» TASK TO CARRY OUT:
A faithful copy of all the data is the goal; omit the pictures.

» Collected data:
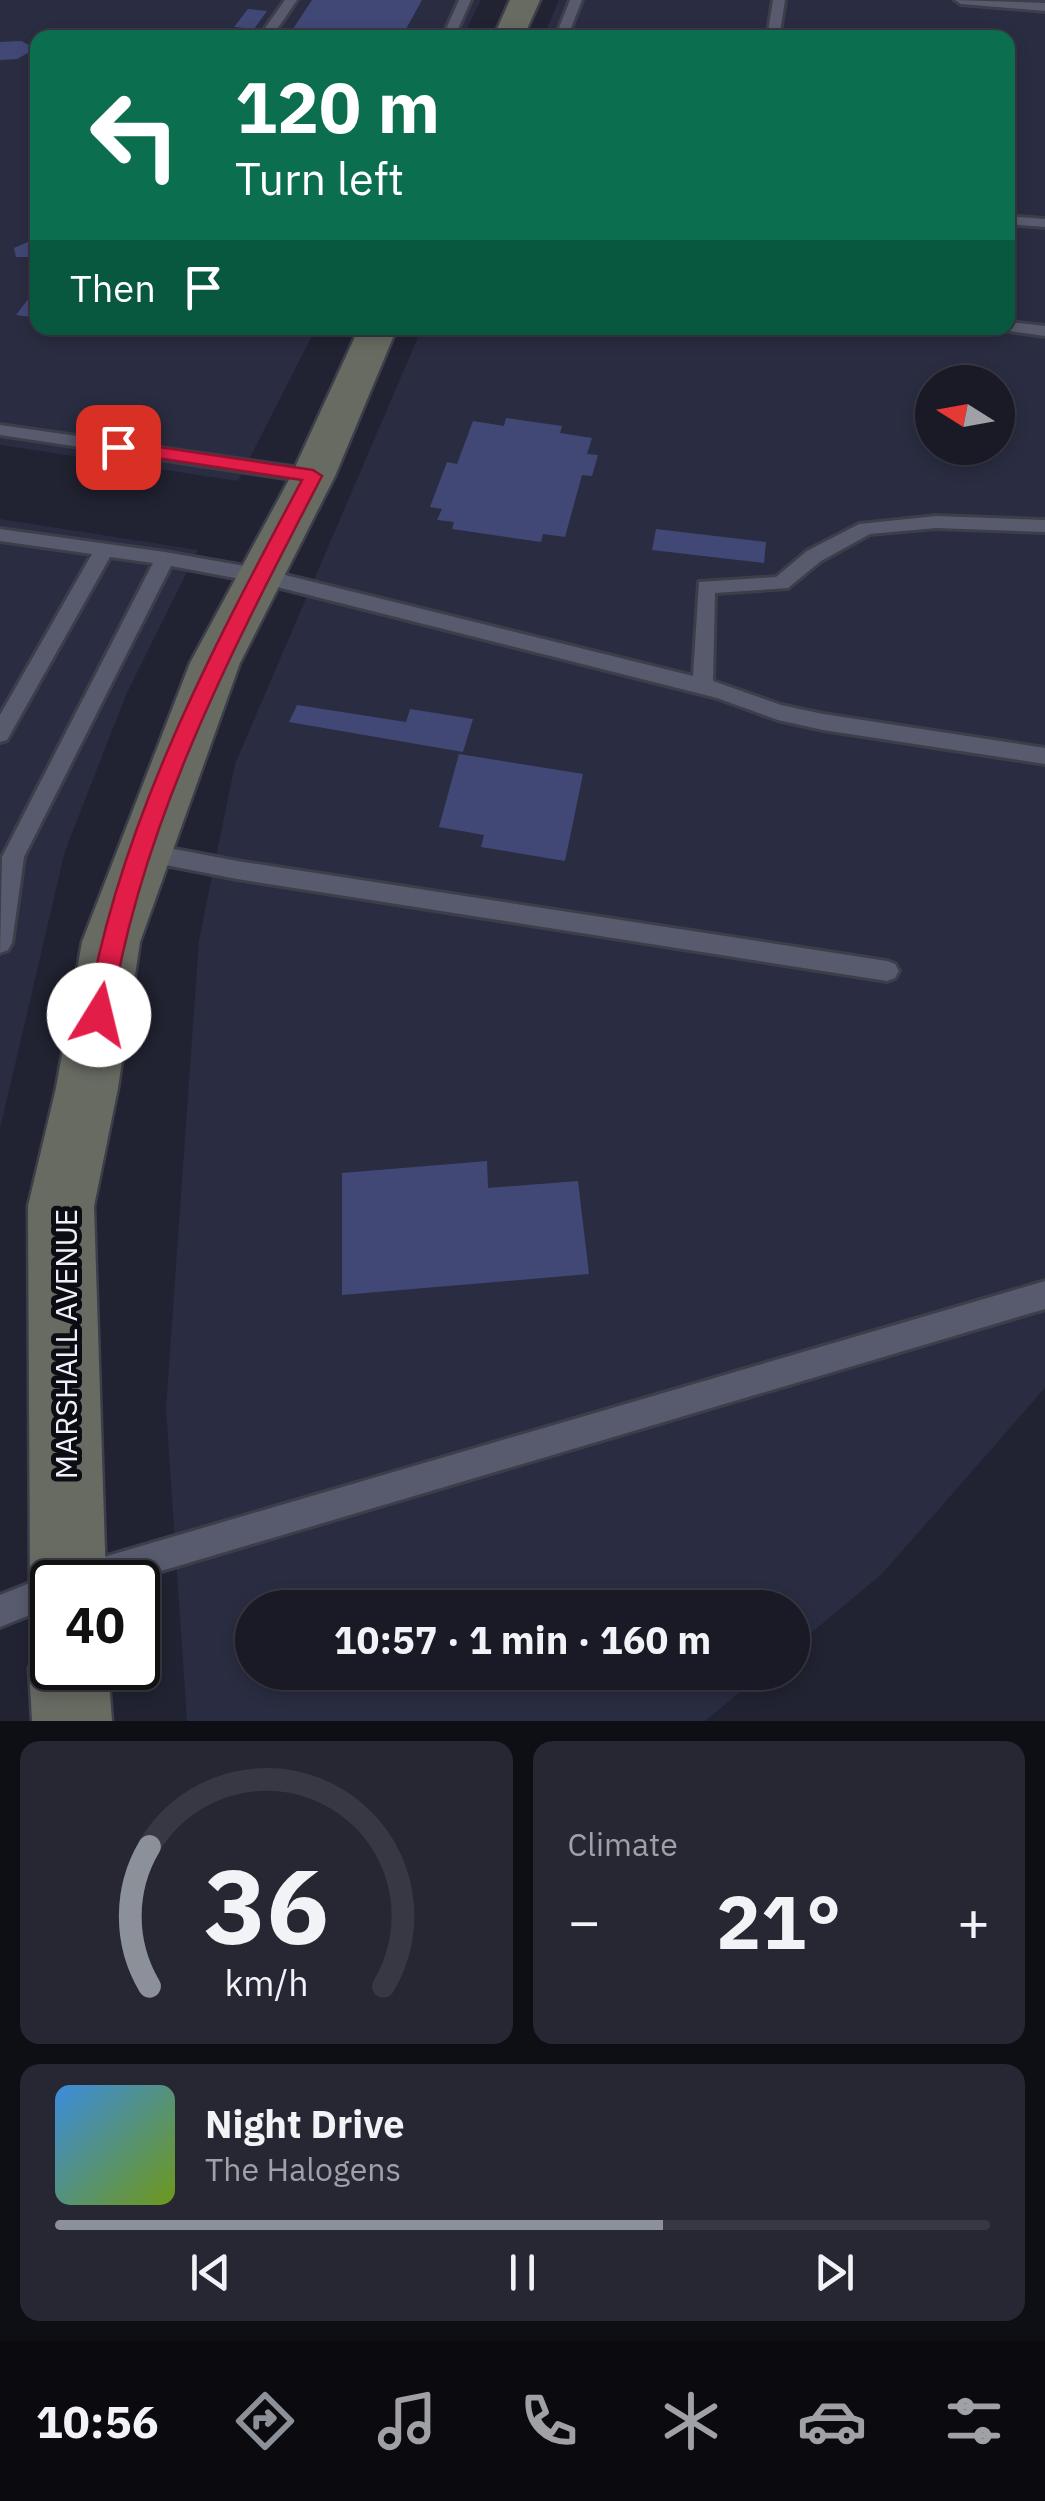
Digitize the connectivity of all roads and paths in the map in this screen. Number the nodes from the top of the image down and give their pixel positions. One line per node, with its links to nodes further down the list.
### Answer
1 (291, 0): 8 (lane)
2 (465, 0): 9 (lane)
3 (525, 0): 10 (street)
4 (576, 0): 11 (lane)
5 (779, 0): 12 (lane)
6 (961, 0): 7 (lane)
7 (1045, 7)
8 (270, 30)
9 (452, 30)
10 (512, 30)
11 (564, 30)
12 (774, 30)
13 (1015, 221): 14 (lane)
14 (1045, 223)
15 (1015, 328): 16 (lane)
16 (1045, 330)
17 (375, 335): 19 (street, MARSHALL AVENUE)
18 (0, 430): 19 (lane)
19 (313, 476): 24 (street, MARSHALL AVENUE)
20 (1045, 526): 25 (lane)
21 (0, 534): 22 (lane)
22 (104, 550): 23 (lane); 26 (lane)
23 (165, 558): 24 (lane); 29 (lane)
24 (261, 576): 25 (lane); 28 (street, MARSHALL AVENUE)
25 (704, 687): 27 (lane)
26 (0, 734)
27 (1045, 756)
28 (143, 852): 30 (lane); 32 (street, MARSHALL AVENUE)
29 (0, 944)
30 (888, 971)
31 (1045, 1294): 33 (lane)
32 (69, 1560)
33 (144, 1560)
34 (30, 1599): 35 (lane)
35 (0, 1612)
36 (70, 1690): 37 (street)
37 (72, 1721)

» THE COMPLETED TASK:
Digitize the connectivity of all roads and paths in the map in this screen. Number the nodes from the top of the image down and give their pixel positions. One line per node, with its links to nodes further down the list.
### Answer
1 (291, 0): 8 (lane)
2 (465, 0): 9 (lane)
3 (525, 0): 10 (street)
4 (576, 0): 11 (lane)
5 (779, 0): 12 (lane)
6 (961, 0): 7 (lane)
7 (1045, 7)
8 (270, 30)
9 (452, 30)
10 (512, 30)
11 (564, 30)
12 (774, 30)
13 (1015, 221): 14 (lane)
14 (1045, 223)
15 (1015, 328): 16 (lane)
16 (1045, 330)
17 (375, 335): 19 (street, MARSHALL AVENUE)
18 (0, 430): 19 (lane)
19 (313, 476): 24 (street, MARSHALL AVENUE)
20 (1045, 526): 25 (lane)
21 (0, 534): 22 (lane)
22 (104, 550): 23 (lane); 26 (lane)
23 (165, 558): 24 (lane); 29 (lane)
24 (261, 576): 25 (lane); 28 (street, MARSHALL AVENUE)
25 (704, 687): 27 (lane)
26 (0, 734)
27 (1045, 756)
28 (143, 852): 30 (lane); 32 (street, MARSHALL AVENUE)
29 (0, 944)
30 (888, 971)
31 (1045, 1294): 33 (lane)
32 (69, 1560)
33 (144, 1560)
34 (30, 1599): 35 (lane)
35 (0, 1612)
36 (70, 1690): 37 (street)
37 (72, 1721)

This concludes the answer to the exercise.